# Gini: Govt transfers – helps to pay less of ever increasing prices?

Income inequality lowest in a decade

I refer to the article “Income inequality in Singapore lowest in a decade, monthly household income grows but at slower rate” (Straits Times, Feb 17).

It states that “Income inequality in Singapore last year was the lowest in a decade, statistics released by the Government on Thursday (Feb 16) showed.

The Gini coefficient, which measures income inequality and assigns lower scores to more equal societies, went down from 0.463 in 2015 to 0.458 in 2016.

This was Singapore’s lowest score in 10 years.”

Bottom decile: Real income up by \$2?

As to “In 2016, the average household income from work per household member in real terms grew by between 0.2 per cent and 4.3 per cent, depending on the income group” – according to the report (Household Income Trends 2016 released on 16 February 2017) – the real change in the average household income from work per household member for the bottom decile, was only \$2 from \$541 in 2015 to \$543 in 2016.

\$362 per household member?

However, this is including the employer CPF contribution. If we remove the employer and employee CPF total contribution of 38 per cent – the net take-home disposable income may be only about \$362 (\$543 divided by 1.2 x 0.8).

Can your family survive on \$1,086 a month?

For say a household of three members – the total household net take-home pay may only be about \$1,086 (\$362 x 3).

Can a family of three survive with \$1,086 a month?

Unemployed and retiree households not included?

Also, the data is for resident employed households. What is the figure for unemployed and retiree households?

Govt transfers: \$9,806 per household?

With regard to “On average, resident households in one-room and two-room HDB flats received \$9,806 per household member from various government schemes in 2016. This was almost double the average of \$4,168 received per household member across all housing types” – let’s have a closer look at the government transfers:

… Workfare Income Supplement – (if you are self-employed age 35-44 – maximum WIS is \$933 for 2016 (90% to CPF Medisave, 10% cash))

(if you are employed age 35-44 – maximum WIS is \$1,400 for 2016 (60% to CPF, 40% cash))

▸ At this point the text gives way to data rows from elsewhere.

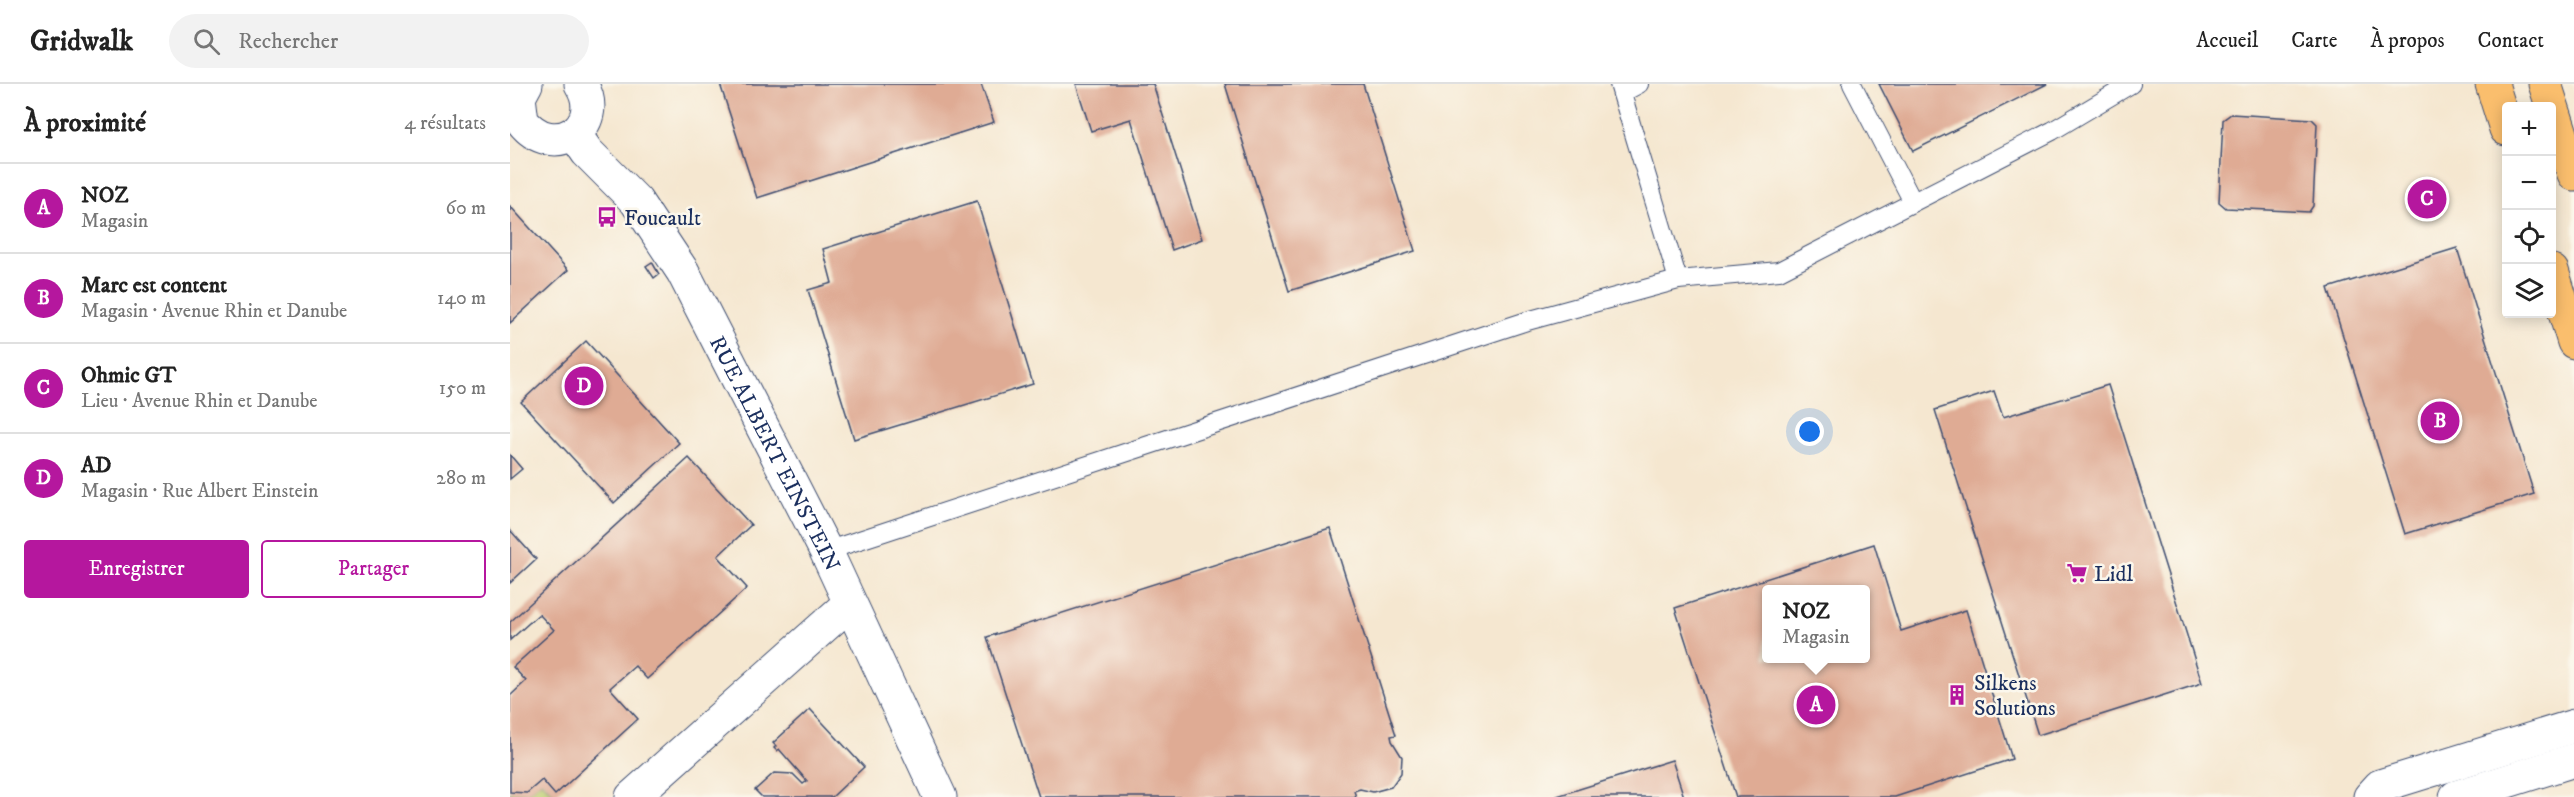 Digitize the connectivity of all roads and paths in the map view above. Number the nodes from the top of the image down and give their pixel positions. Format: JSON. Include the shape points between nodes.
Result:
{"nodes":[{"id":1,"x":581,"y":84,"type":"edge"},
{"id":2,"x":1639,"y":84,"type":"edge"},
{"id":3,"x":1852,"y":84,"type":"edge"},
{"id":4,"x":2131,"y":84,"type":"edge"},
{"id":5,"x":2492,"y":84,"type":"edge"},
{"id":6,"x":2546,"y":84,"type":"edge"},
{"id":7,"x":1621,"y":88,"type":"edge"},
{"id":8,"x":518,"y":92,"type":"edge"},
{"id":9,"x":2502,"y":116,"type":"edge"},
{"id":10,"x":574,"y":133,"type":"junction"},
{"id":11,"x":2574,"y":174,"type":"edge"},
{"id":12,"x":1913,"y":202,"type":"junction"},
{"id":13,"x":1678,"y":280,"type":"junction"},
{"id":14,"x":2556,"y":284,"type":"edge"},
{"id":15,"x":2574,"y":342,"type":"edge"},
{"id":16,"x":826,"y":551,"type":"junction"},
{"id":17,"x":849,"y":604,"type":"junction"},
{"id":18,"x":2574,"y":726,"type":"edge"},
{"id":19,"x":2574,"y":760,"type":"edge"},
{"id":20,"x":632,"y":797,"type":"edge"},
{"id":21,"x":940,"y":797,"type":"edge"},
{"id":22,"x":2370,"y":797,"type":"edge"},
{"id":23,"x":2456,"y":797,"type":"edge"}],
"edges":[{"from":1,"to":10,"type":"street","via":[[589,104],[582,125]]},
{"from":2,"to":7,"type":"lane"},
{"from":3,"to":12,"type":"lane"},
{"from":4,"to":12,"type":"lane","via":[[2052,131]]},
{"from":5,"to":9,"type":"main road"},
{"from":6,"to":11,"type":"main road"},
{"from":7,"to":13,"type":"lane"},
{"from":8,"to":10,"type":"street","via":[[522,121],[530,130],[552,140]]},
{"from":10,"to":16,"type":"street","name":"RUE ALBERT EINSTEIN","via":[[587,152],[636,201],[678,263]]},
{"from":12,"to":13,"type":"lane","via":[[1779,271]]},
{"from":13,"to":16,"type":"lane","via":[[1527,321]]},
{"from":14,"to":15,"type":"main road"},
{"from":16,"to":17,"type":"street","name":"RUE ALBERT EINSTEIN"},
{"from":17,"to":20,"type":"street"},
{"from":17,"to":21,"type":"street","name":"RUE ALBERT EINSTEIN"},
{"from":18,"to":22,"type":"street","via":[[2380,786]]},
{"from":19,"to":23,"type":"street"}]}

… rebates on utilities (your electricity and water prices have just been increased!)

… rebates for service and conservancy charges (S & CC) (increase also just announced on 17 February 2017 by as much as 20%!)

… top-ups to Medisave accounts (not disposable cash that you can use, but only in the future for ever increasing healthcare fees)

… Pioneer Generation Package (not disposable cash that you can use, but only discounts on healthcare fees, etc)

… healthcare related subsidies like Chas scheme (not cash, but helps you to pay less)

… health screening subsidies (not cash, but helps you to pay less)

… MediShield Life premium subsidies (not cash, but helps you to pay less on a declining scale for four years for increased premiums)

… MediFund (not cash, but helps you to pay 50 to 100% if you cannot pay your hospitalisation bills, subject to means testing)

… training subsidies (not disposable cash)

… school education subsidies (not cash, but helps you to pay less)

… public rental subsidies (not disposable cash, but helps you to pay less)

… CPF Life bonus and voluntary deferment bonus (not cash, goes to your CPF)

… income tax rebates (not cash, helps you to pay less tax)

… property tax rebates (not cash, helps you to pay less tax)

Mostly not cash disposable income?

Arguably, how much do most of these government transfers really help, when most of them are not cash disposable income, but helps you to pay less of what may be comparatively “overpriced” services compared to other countries (Singapore is the most expensive city in the world (The Economist), or money that you can only use in the future to pay for ever increasing prices?

May hardly get anything?

To illustrate with another example – if you are a healthy non-elderly (below age 35) low-income family with no children and work long hours – you may not get any income tax rebates, property tax rebates, CPF Life Bonus, education subsidies, training subsidies, MediFund, health screening subsidies, healthcare related subsidies, Pioneer generation package, Medisave top-ups, Workfare Income Supplement, etc!